Trois noms sont mentionnés dans sa missive: Pierre Farine, évêque auxiliaire émérite (à la retraite) de Lausanne, Genève et Fribourg. Norbert Brunner, ancien évêque de Sion. Et Bernard Broccard, ex-vicaire général du même diocèse, où vingt-cinq personnes ont dénoncé des agissements à caractère pénal dans le cadre d’une enquête ouverte en septembre 2023 et classée récemment, en raison notamment de la prescription.
Des démarches entreprises dans le sillage de la publication, à l'automne 2023, d'un rapport d'enquête sur l'histoire des abus sexuels dans l'Église catholique en Suisse.

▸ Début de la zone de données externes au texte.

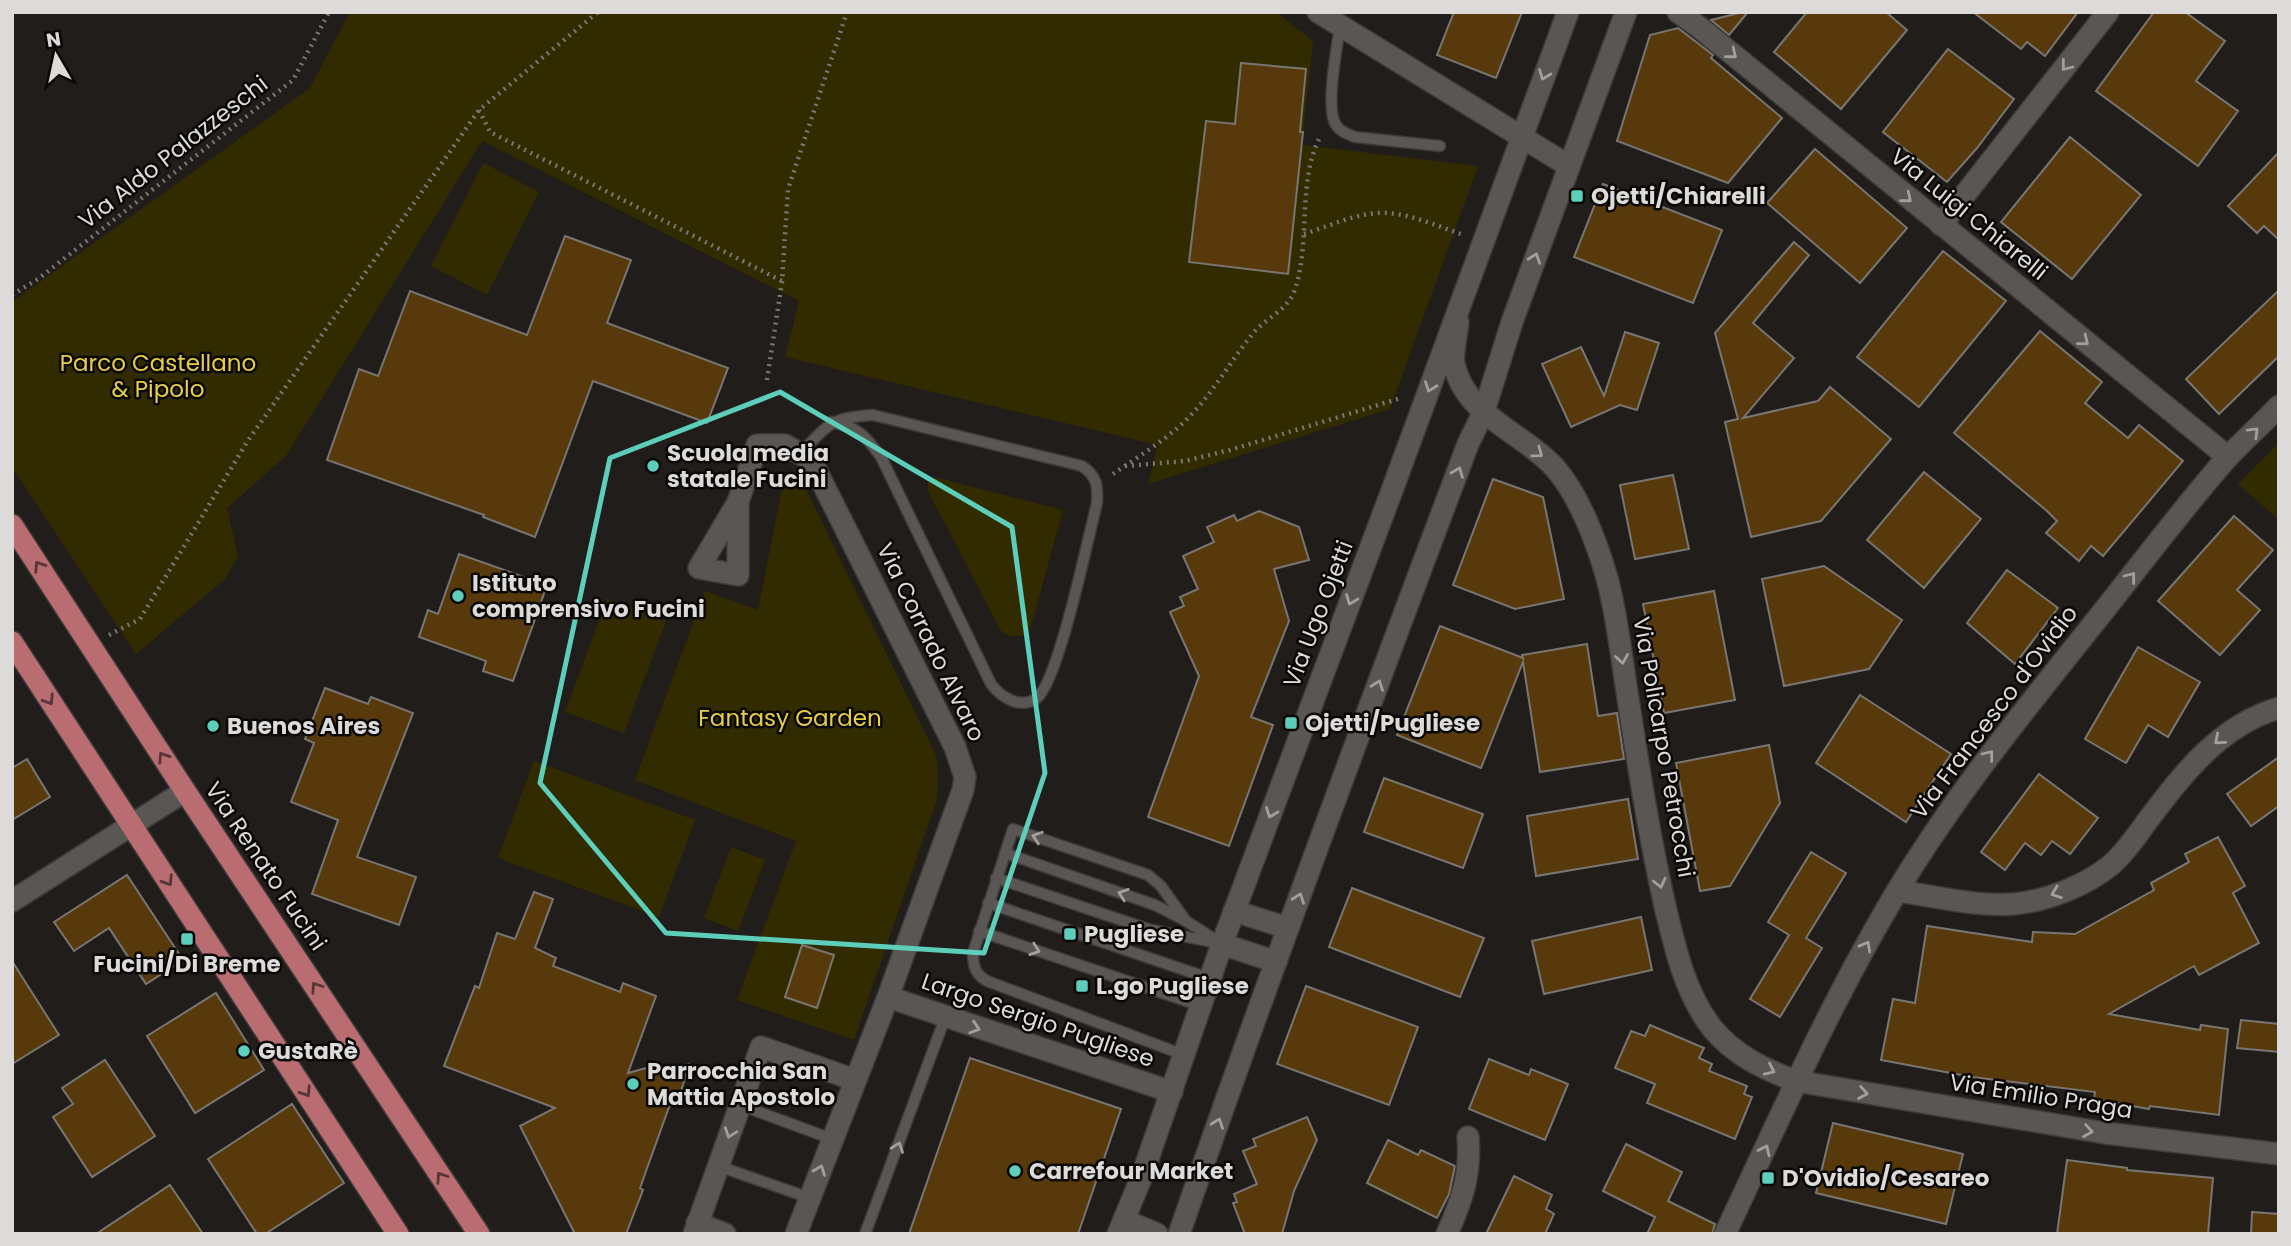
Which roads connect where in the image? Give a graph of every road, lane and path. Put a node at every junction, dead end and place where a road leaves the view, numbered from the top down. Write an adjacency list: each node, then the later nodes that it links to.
1 (329, 12): 19 (path, Via Aldo Palazzeschi)
2 (598, 12): 10 (path)
3 (848, 12): 18 (path)
4 (1318, 12): 9 (street)
5 (1568, 12): 12 (street, Via Ugo Ojetti, one-way to 12)
6 (1626, 12): 14 (street)
7 (1678, 12): 15 (street, Via Luigi Chiarelli, one-way to 15)
8 (2108, 12): 15 (street, one-way to 15)
9 (1340, 26): 11 (lane); 12 (street)
10 (479, 110): 18 (path); 33 (path)
11 (1335, 124): 13 (lane); 16 (path)
12 (1521, 139): 14 (street); 17 (street, Via Ugo Ojetti)
13 (1440, 146)
14 (1569, 166): 24 (street, one-way to 14)
15 (1941, 225): 27 (street, Via Luigi Chiarelli, one-way to 27)
16 (1304, 234): 17 (path); 28 (path)
17 (1483, 242): 20 (street, Via Ugo Ojetti)
18 (782, 282): 21 (path)
19 (12, 295)
20 (1460, 308): 22 (street, Via Ugo Ojetti, one-way to 22); 24 (street, Via Policarpo Petrocchi)
21 (768, 380)
22 (1429, 390): 28 (path); 42 (street, Via Ugo Ojetti, one-way to 42)
23 (2279, 406): 27 (street, Via Francesco d'Ovidio, one-way to 23)
24 (1484, 411): 44 (street, one-way to 24); 54 (street, Via Policarpo Petrocchi, one-way to 54)
25 (831, 422): 26 (lane); 29 (lane); 29 (lane)
26 (800, 454): 30 (street); 49 (street, Via Corrado Alvaro)
27 (2228, 457): 39 (street, Via Francesco d'Ovidio, one-way to 27)
28 (1124, 466): 29 (path)
29 (1098, 485)
30 (738, 502)
31 (12, 525): 33 (main road, Via Renato Fucini, one-way to 31)
32 (12, 642): 36 (main road, one-way to 36)
33 (89, 644): 35 (main road, Via Renato Fucini, one-way to 33)
34 (2279, 708): 39 (street, one-way to 39)
35 (185, 791): 36 (street); 65 (main road, Via Renato Fucini, one-way to 35)
36 (131, 824): 40 (street); 64 (main road, one-way to 64)
37 (1005, 853): 38 (lane, Largo Sergio Pugliese); 43 (lane, Largo Sergio Pugliese, one-way to 37); 43 (lane, Largo Sergio Pugliese, one-way to 37)
38 (996, 878): 41 (lane, Largo Sergio Pugliese); 46 (lane)
39 (1897, 891): 54 (street, Via Francesco d'Ovidio, one-way to 39)
40 (12, 901)
41 (988, 903): 45 (lane, Largo Sergio Pugliese); 48 (lane)
42 (1234, 911): 44 (street); 46 (street, Via Ugo Ojetti)
43 (1185, 921): 46 (lane, Largo Sergio Pugliese)
44 (1288, 928): 47 (street)
45 (978, 931): 50 (lane, one-way to 50); 52 (lane, Largo Sergio Pugliese)
46 (1222, 944): 47 (street); 48 (street, Via Ugo Ojetti)
47 (1276, 962): 70 (street, one-way to 47)
48 (1211, 979): 50 (street, Via Ugo Ojetti)
49 (888, 997): 51 (street, Largo Sergio Pugliese); 53 (street, Via Corrado Alvaro)
50 (1202, 1006): 52 (street, Via Ugo Ojetti)
51 (945, 1018): 55 (street, Largo Sergio Pugliese, one-way to 55); 68 (lane, one-way to 51)
52 (1184, 1055): 55 (street, Via Ugo Ojetti)
53 (855, 1080): 56 (street); 58 (street, Via Corrado Alvaro)
54 (1796, 1081): 59 (street, Via Emilio Praga, one-way to 59); 72 (street, Via Francesco d'Ovidio, one-way to 54)
55 (1172, 1092): 62 (street, Via Ugo Ojetti)
56 (740, 1105): 58 (lane); 60 (street, one-way to 60)
57 (1468, 1137): 71 (street)
58 (832, 1139): 61 (street, Via Corrado Alvaro, one-way to 58)
59 (2279, 1154)
60 (718, 1166): 61 (lane); 63 (street)
61 (810, 1198): 67 (street, Via Corrado Alvaro)
62 (1121, 1227): 69 (street)
63 (695, 1229): 66 (street)
64 (398, 1234)
65 (479, 1234)
66 (725, 1234)
67 (796, 1234)
68 (865, 1234)
69 (1157, 1234)
70 (1179, 1234)
71 (1447, 1234)
72 (1725, 1234)

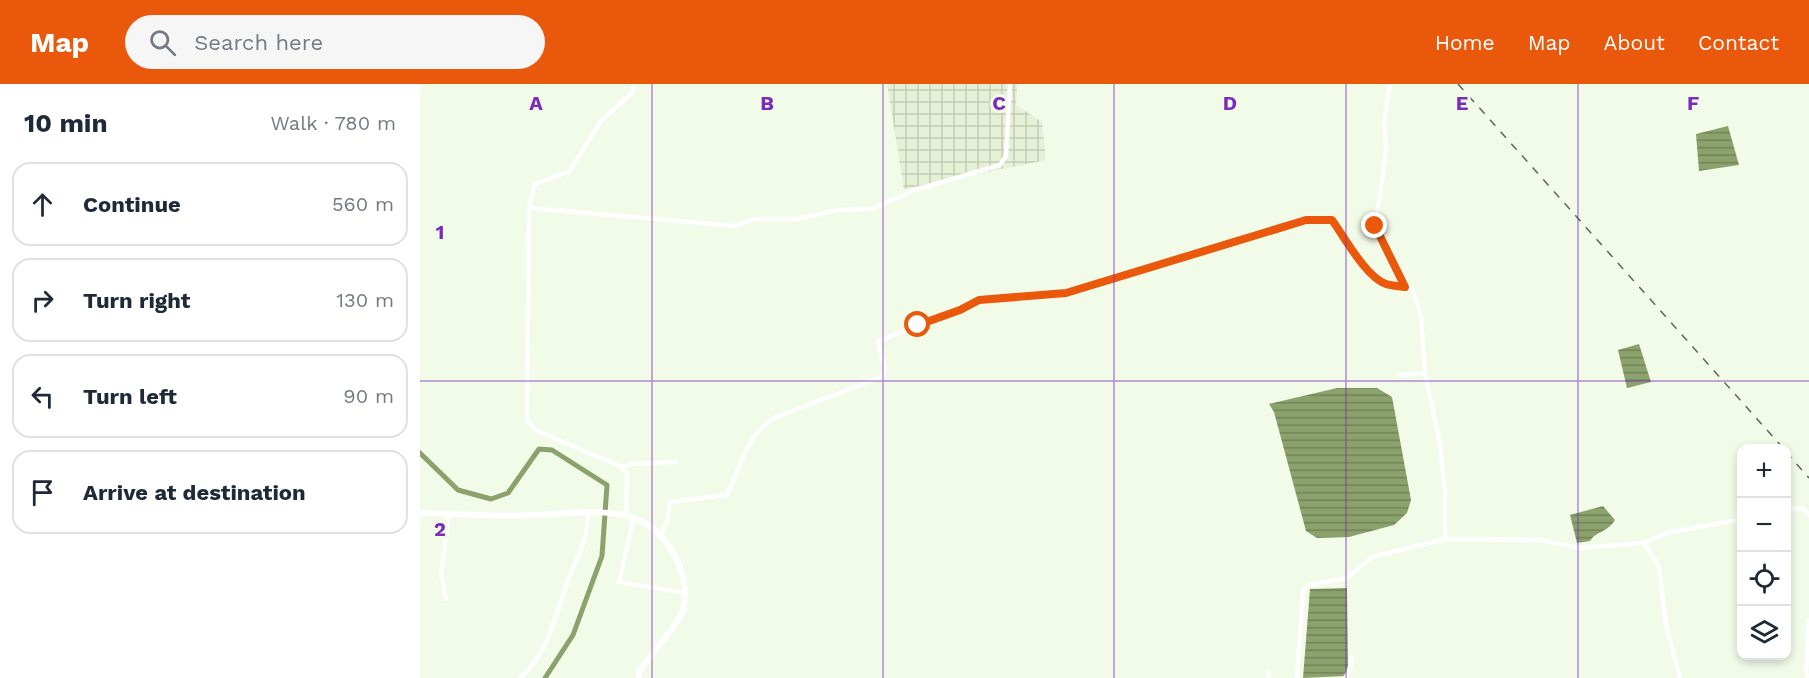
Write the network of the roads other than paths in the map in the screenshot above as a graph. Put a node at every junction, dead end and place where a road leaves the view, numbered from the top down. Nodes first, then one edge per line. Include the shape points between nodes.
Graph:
1 (634, 84) edge
2 (1010, 84) edge
3 (1390, 84) edge
4 (529, 208) junction
5 (1405, 287) junction
6 (1425, 373) junction
7 (1400, 375) dead end
8 (675, 462) dead end
9 (622, 467) junction
10 (1791, 509) edge
11 (588, 512) junction
12 (420, 513) edge
13 (449, 514) junction
14 (626, 515) junction
15 (1809, 515) edge
16 (1737, 520) edge
17 (661, 533) junction
18 (1445, 539) junction
19 (1644, 543) junction
20 (686, 593) junction
21 (446, 599) dead end
22 (1809, 620) edge
23 (1352, 656) dead end
24 (1809, 677) edge
25 (520, 678) edge
26 (639, 678) edge
27 (1297, 678) edge
28 (1345, 678) edge
29 (1680, 678) edge

1 - 4 street via 633,92 601,122 569,172 535,184
2 - 4 street via 1006,156 1000,165 915,190 872,209 838,210 796,219 754,219 736,226
3 - 5 street via 1375,226
4 - 9 street via 527,419 535,430
5 - 6 street via 1412,288 1421,316
5 - 17 street via 1384,284 1362,265 1332,220 1306,220 1066,293 979,300 878,341 885,369 882,377 760,426 727,495 670,502
6 - 7 street
6 - 18 street via 1440,444
8 - 9 street
9 - 14 street via 627,474
10 - 15 street via 1802,508
11 - 13 street
11 - 14 street
11 - 25 street via 588,533 557,619
12 - 13 street
13 - 21 street via 441,574
14 - 17 street
14 - 20 street via 619,582
16 - 19 street via 1667,533
17 - 20 street via 678,563
18 - 19 street via 1540,540 1580,548
18 - 27 street via 1372,557 1347,578 1309,585 1303,591
19 - 29 street via 1659,567 1666,625
20 - 26 street via 681,614 638,673
22 - 24 street
23 - 28 street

Réalisé par des chercheurs de l'Université de Zurich, ce travail a recensé environ un millier de victimes.
Un «second abus»
Les trois prélats pointés du doigt par Jacques Nuoffer sont des représentants d’une époque, sans doute révolue en Suisse, où l’Église catholique opposait aux accusations un silence glaçant, tandis que victimes et médias étaient taxés de harcèlement. «Des excuses globales ont été prononcées publiquement. Mais ce que j’attends encore de ces responsables, c’est l’expression d’un repentir direct et sincère à l’égard des personnes abusées», précise le Fribourgeois.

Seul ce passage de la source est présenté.